▸ Record extracts:

◇ ◇ ◇ ◇ ◇ ◇ ◇

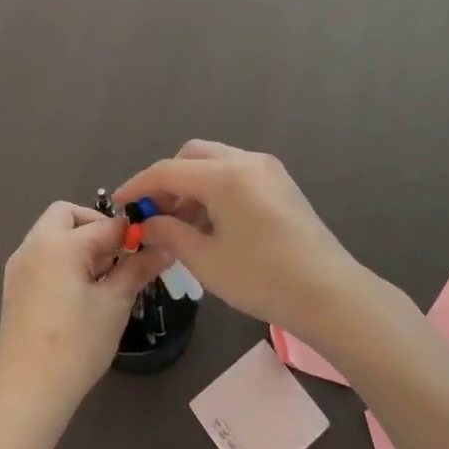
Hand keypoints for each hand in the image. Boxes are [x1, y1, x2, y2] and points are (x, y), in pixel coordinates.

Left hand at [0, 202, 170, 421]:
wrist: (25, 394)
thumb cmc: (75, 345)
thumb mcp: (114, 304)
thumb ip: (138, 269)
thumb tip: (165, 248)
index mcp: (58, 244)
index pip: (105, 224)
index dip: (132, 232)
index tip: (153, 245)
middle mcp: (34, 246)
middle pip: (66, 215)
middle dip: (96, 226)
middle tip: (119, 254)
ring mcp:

◇ ◇ ◇ ◇ ◇ ◇ ◇

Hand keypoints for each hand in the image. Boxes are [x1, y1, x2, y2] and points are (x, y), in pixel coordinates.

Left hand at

◇ ◇ ◇ ◇ ◇ ◇ ◇

▸ Action item: Look over the records above and copy each line that includes the string "hand".

▸ Output for this exercise:
Hand keypoints for each hand in the image. Boxes are [x1, y1, x2, y2] and points are (x, y), in pixel coordinates.
Left hand at [0, 202, 170, 421]:
Hand keypoints for each hand in the image. Boxes are [x1, y1, x2, y2] and points are (x, y), in pixel coordinates.
Left hand at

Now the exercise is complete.